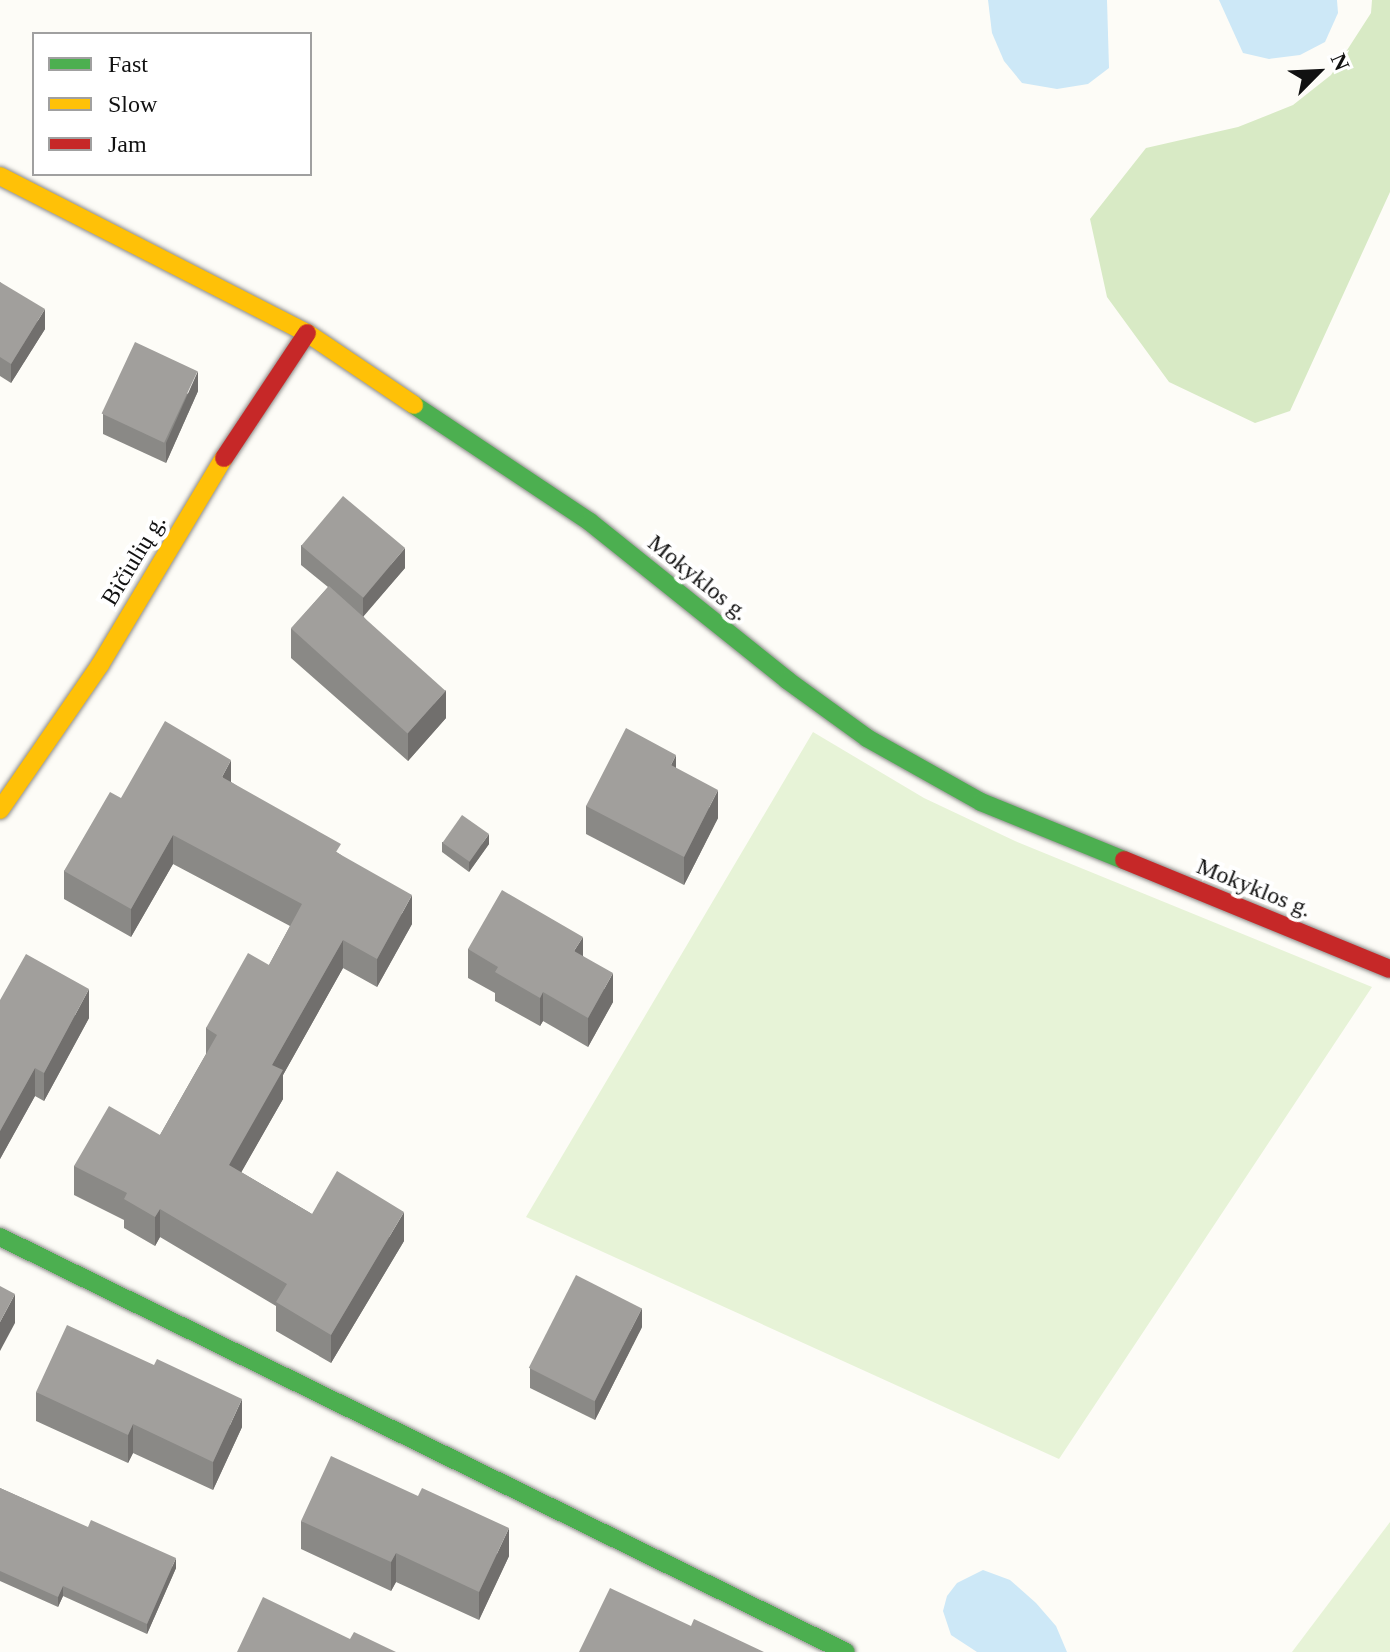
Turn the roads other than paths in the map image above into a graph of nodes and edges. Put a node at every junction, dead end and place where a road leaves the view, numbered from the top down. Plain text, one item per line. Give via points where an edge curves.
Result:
1 (0, 176) edge
2 (307, 333) junction
3 (0, 810) edge
4 (1390, 969) edge
5 (0, 1237) edge
6 (846, 1652) edge

1 - 2 street, Mokyklos g.
2 - 3 street, Bičiulių g. via 214,473 100,665
2 - 4 street, Mokyklos g. via 590,522 867,738 981,802
5 - 6 street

WORK ITEM:
Please write out the whole listing exactly, but not the pictures in it.

TASK ANSWER:
Turn the roads other than paths in the map image above into a graph of nodes and edges. Put a node at every junction, dead end and place where a road leaves the view, numbered from the top down. Plain text, one item per line. Give via points where an edge curves.
Result:
1 (0, 176) edge
2 (307, 333) junction
3 (0, 810) edge
4 (1390, 969) edge
5 (0, 1237) edge
6 (846, 1652) edge

1 - 2 street, Mokyklos g.
2 - 3 street, Bičiulių g. via 214,473 100,665
2 - 4 street, Mokyklos g. via 590,522 867,738 981,802
5 - 6 street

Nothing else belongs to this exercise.